Scientific classification
- Kingdom: Plantae
- Clade: Embryophytes
- Clade: Tracheophytes
- Clade: Angiosperms
- Clade: Monocots
- Order: Alismatales
- Family: Araceae
- Genus: Arum
- Species: A. hygrophilum
- Binomial name: Arum hygrophilum Boiss.
- Synonyms: Arum longicyrrhum Schott ; Arum albinervium Kotschy ex Engl. ;

= Arum hygrophilum =

- Genus: Arum
- Species: hygrophilum
- Authority: Boiss.
- Conservation status: NT

Species of flowering plant

Arum hygrophilum is a species of flowering plant in the family Araceae. It has a disjunct distribution, found in northern and central Israel, western Jordan, Lebanon, southwestern Syria, eastern Cyprus, western Turkey, and northeastern Morocco.

It is threatened by agricultural development and urbanization.

==Description==
By relative inflorescence height, Arum species are divided into "cryptic" species, whose inflorescences are borne on a short peduncle amid or below the leaves, and "flag" species, whose inflorescences are above leaf level at the end of long peduncles. A. hygrophilum is a flag species.

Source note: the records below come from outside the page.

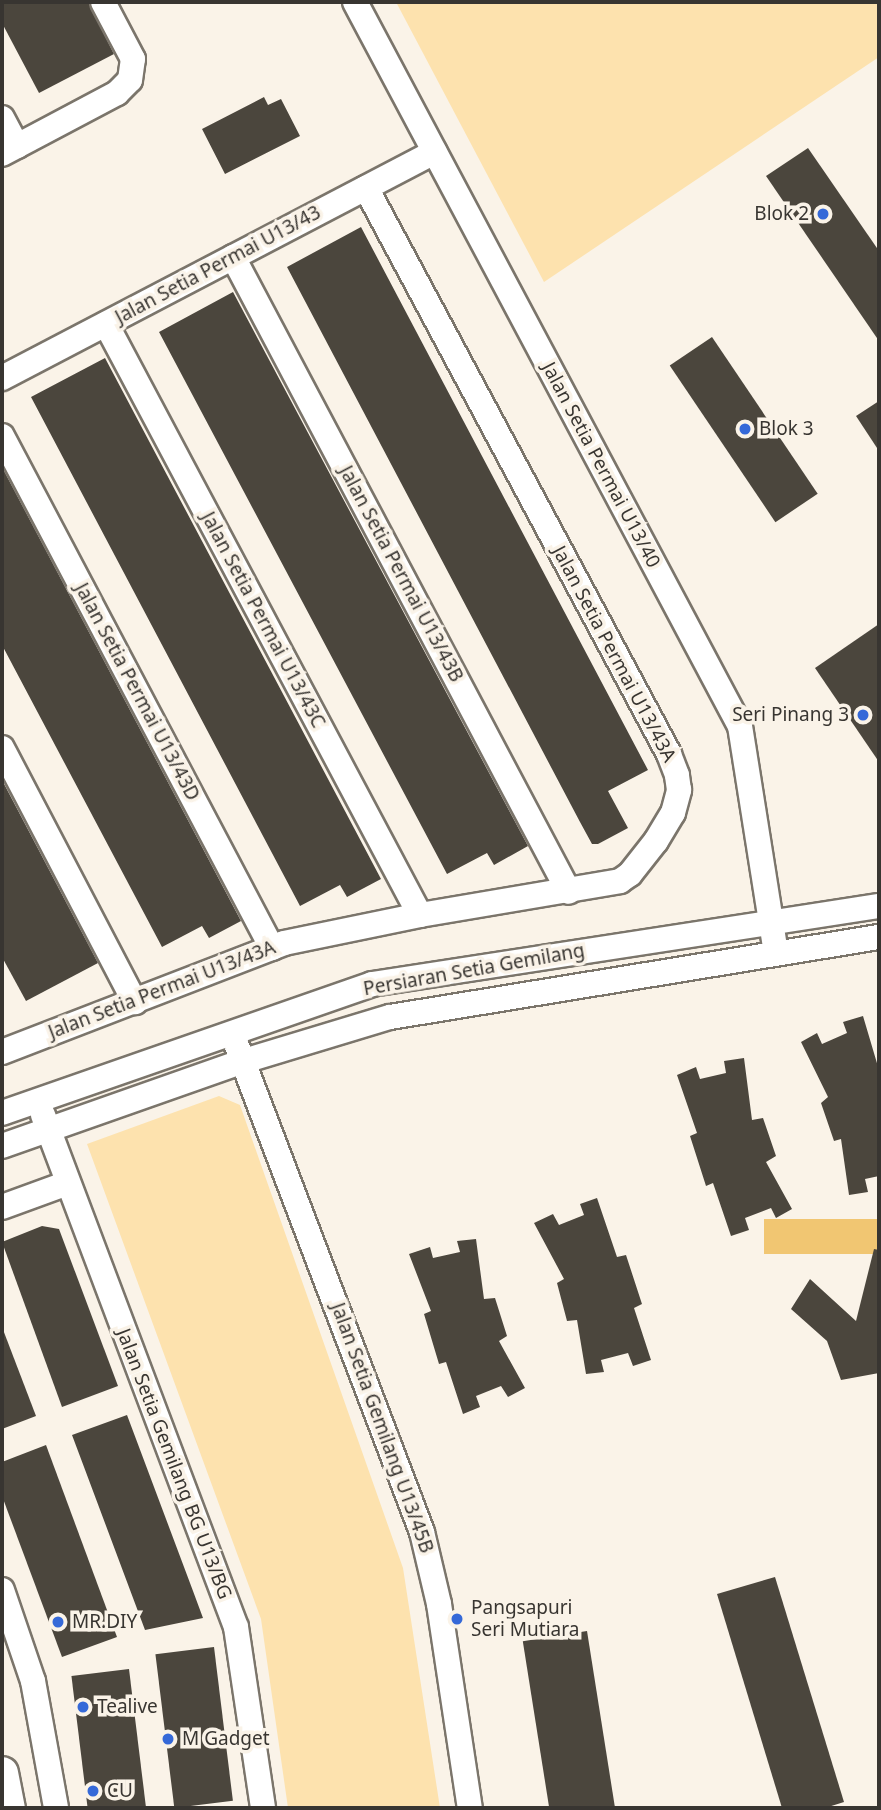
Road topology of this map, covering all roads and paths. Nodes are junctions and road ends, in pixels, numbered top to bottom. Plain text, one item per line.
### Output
1 (103, 2) edge
2 (355, 2) edge
3 (2, 118) edge
4 (9, 150) edge
5 (434, 152) junction
6 (366, 188) junction
7 (233, 257) junction
8 (106, 324) junction
9 (2, 378) edge
10 (2, 436) edge
11 (2, 748) edge
12 (569, 892) junction
13 (879, 905) edge
14 (420, 915) junction
15 (771, 922) junction
16 (879, 937) edge
17 (272, 948) junction
18 (776, 953) junction
19 (135, 1002) junction
20 (231, 1034) junction
21 (2, 1052) edge
22 (244, 1061) junction
23 (38, 1101) junction
24 (2, 1113) edge
25 (48, 1130) junction
26 (2, 1146) edge
27 (68, 1183) junction
28 (2, 1207) edge
29 (2, 1590) edge
30 (2, 1773) edge
31 (9, 1808) edge
32 (56, 1808) edge
33 (263, 1808) edge
34 (470, 1808) edge

1 - 4 street
2 - 5 street, Jalan Setia Permai U13/40
3 - 4 street
5 - 6 street, Jalan Setia Permai U13/43
5 - 15 street, Jalan Setia Permai U13/40
6 - 7 street, Jalan Setia Permai U13/43
6 - 12 street, Jalan Setia Permai U13/43A
7 - 8 street, Jalan Setia Permai U13/43
7 - 12 street, Jalan Setia Permai U13/43B
8 - 9 street, Jalan Setia Permai U13/43
8 - 14 street, Jalan Setia Permai U13/43C
10 - 17 street, Jalan Setia Permai U13/43D
11 - 19 street
12 - 14 street, Jalan Setia Permai U13/43A
13 - 15 street, Persiaran Setia Gemilang
14 - 17 street, Jalan Setia Permai U13/43A
15 - 18 street, Jalan Setia Permai U13/40
15 - 20 street, Persiaran Setia Gemilang
16 - 18 street, Persiaran Setia Gemilang
17 - 19 street, Jalan Setia Permai U13/43A
18 - 22 street, Persiaran Setia Gemilang
19 - 21 street, Jalan Setia Permai U13/43A
20 - 22 street, Jalan Setia Gemilang U13/45B
20 - 23 street, Persiaran Setia Gemilang
22 - 25 street, Persiaran Setia Gemilang
22 - 34 street, Jalan Setia Gemilang U13/45B
23 - 24 street, Persiaran Setia Gemilang
23 - 25 street, Jalan Setia Gemilang BG U13/BG
25 - 26 street, Persiaran Setia Gemilang
25 - 27 street, Jalan Setia Gemilang BG U13/BG
27 - 28 street
27 - 33 street, Jalan Setia Gemilang BG U13/BG
29 - 32 street
30 - 31 main road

The species has a white inner spathe, which has purple accents. The small spadix is a dark purple color.

==Bibliography==
- Rivera, Diego (2006). "Local Mediterranean Food Plants and Nutraceuticals"
- Gibernau, Marc (2004). "Pollination in the genus Arum – a review"
- Kite, Geoffrey C. (2000). "Reproductive Biology in Systematics, Conservation and Economic Botany"
- Hruby, Johann (1912). "Le genre Arum: Aperçu systématique avec considérations spéciales sur les relations phylogénétiques des formes"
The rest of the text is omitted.